Since the opening of Camden Yards in 1992, fourteen new downtown Major League ballparks have opened, fifteen if Turner Field in Atlanta is included. Under the rubric of "new old" parks or "retro" parks, these baseball venues have dazzled fans and media and, at least for a few years, resulted in a sharp increase in attendance for each franchise. Most of these parks were publicly financed and/or subsidized by the taxpayers through services and infrastructure. All of them have been hailed as boons to their community's effort to revitalize downtown.

In Retro Ball Parks Daniel Rosensweig, a professor in the Inter-disciplinary [End Page 128] Studies Program at the University of Virginia, meditates on the meaning of this as a cultural development.
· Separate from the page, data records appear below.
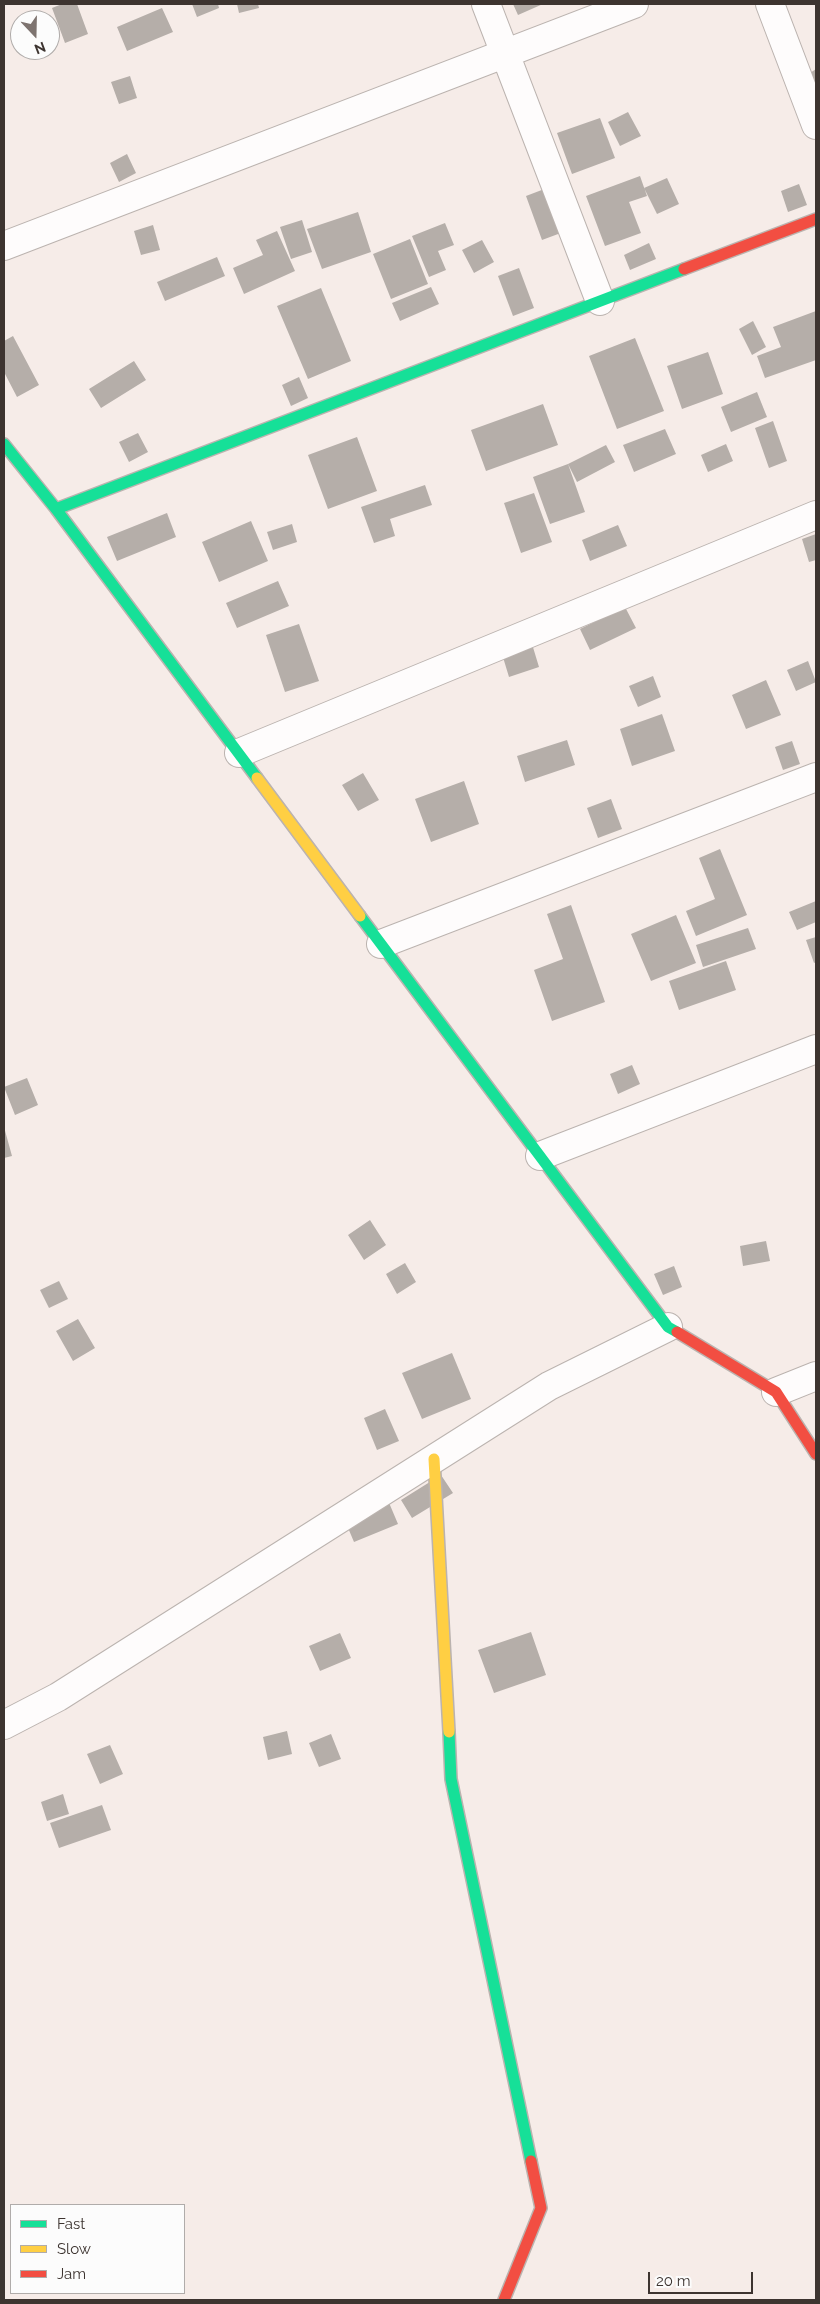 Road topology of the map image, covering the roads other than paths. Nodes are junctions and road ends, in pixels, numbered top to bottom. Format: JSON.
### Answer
{"nodes":[{"id":1,"x":486,"y":4,"type":"edge"},
{"id":2,"x":634,"y":4,"type":"edge"},
{"id":3,"x":770,"y":4,"type":"edge"},
{"id":4,"x":505,"y":53,"type":"junction"},
{"id":5,"x":816,"y":125,"type":"edge"},
{"id":6,"x":816,"y":219,"type":"edge"},
{"id":7,"x":4,"y":246,"type":"edge"},
{"id":8,"x":600,"y":301,"type":"junction"},
{"id":9,"x":4,"y":444,"type":"edge"},
{"id":10,"x":56,"y":509,"type":"junction"},
{"id":11,"x":816,"y":515,"type":"edge"},
{"id":12,"x":239,"y":753,"type":"junction"},
{"id":13,"x":816,"y":777,"type":"edge"},
{"id":14,"x":381,"y":944,"type":"junction"},
{"id":15,"x":816,"y":1049,"type":"edge"},
{"id":16,"x":540,"y":1156,"type":"junction"},
{"id":17,"x":668,"y":1327,"type":"junction"},
{"id":18,"x":816,"y":1376,"type":"edge"},
{"id":19,"x":776,"y":1392,"type":"junction"},
{"id":20,"x":816,"y":1454,"type":"edge"},
{"id":21,"x":434,"y":1459,"type":"junction"},
{"id":22,"x":4,"y":1725,"type":"edge"},
{"id":23,"x":504,"y":2300,"type":"edge"}],
"edges":[{"from":1,"to":4,"type":"street"},
{"from":2,"to":4,"type":"street"},
{"from":3,"to":5,"type":"street"},
{"from":4,"to":7,"type":"street"},
{"from":4,"to":8,"type":"street"},
{"from":6,"to":8,"type":"street"},
{"from":8,"to":10,"type":"street"},
{"from":9,"to":10,"type":"street"},
{"from":10,"to":12,"type":"street"},
{"from":11,"to":12,"type":"street"},
{"from":12,"to":14,"type":"street"},
{"from":13,"to":14,"type":"street"},
{"from":14,"to":16,"type":"street"},
{"from":15,"to":16,"type":"street"},
{"from":16,"to":17,"type":"street"},
{"from":17,"to":19,"type":"street"},
{"from":17,"to":21,"type":"street"},
{"from":18,"to":19,"type":"street"},
{"from":19,"to":20,"type":"street"},
{"from":21,"to":22,"type":"street"},
{"from":21,"to":23,"type":"street"}]}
He draws upon the history of the baseball, literature, postmodernism in history and literature, and a nostalgic vision of his own baseball experiences, in search of illumination.

Starting from a nostalgic exploration of Baltimore and the promise of Camden Yards, Rosensweig focuses his attention on Cleveland's Jacob's Field, "The Jake," located in the Gateway Center of the city. Drawing on the skills of a cultural anthropologist, Rosensweig immerses himself in the area and within the ballpark. He talks to fans, team executives and employees, neighbors including shop keepers, residents, and the homeless. What he finds is the sense of community pride in "The Jake" and Gateway Center. He also finds many questions raised by this approach to urban renewal.

Rosensweig is drawn to his subject by his recollections from childhood that led him to find the urban ballpark as a place of authenticity, at least when contrasted with his own suburban upbringing. He ends his introductory chapter with the following:

What is it about reality encoded through urban experience that promises so much recompense? Each chapter of this book in its own way attempts to answer this question through a search for provisional understanding of the real as it is expressed and packaged in and around new old urban baseball stadiums.

(p. 20)

The promise embedded in this paragraph is largely fulfilled. Chapter 1 offers a very astute analysis of the lay of the land in the Gateway Center neighborhood as well within the stadium. Some history of the politics involved in building "The Jake" is offered along with some of the history of Cleveland baseball, including the African-American teams. Most interesting is Rosensweig's contention that the new old urban ballparks have created a nostalgic urban space isolated from the dangers of urban existence surrounding the park, which simultaneously evokes a safe version of that same milieu. This sanitized urban experience is not unlike the wonderful world of Disney and other theme parks based in the American entertainment zone.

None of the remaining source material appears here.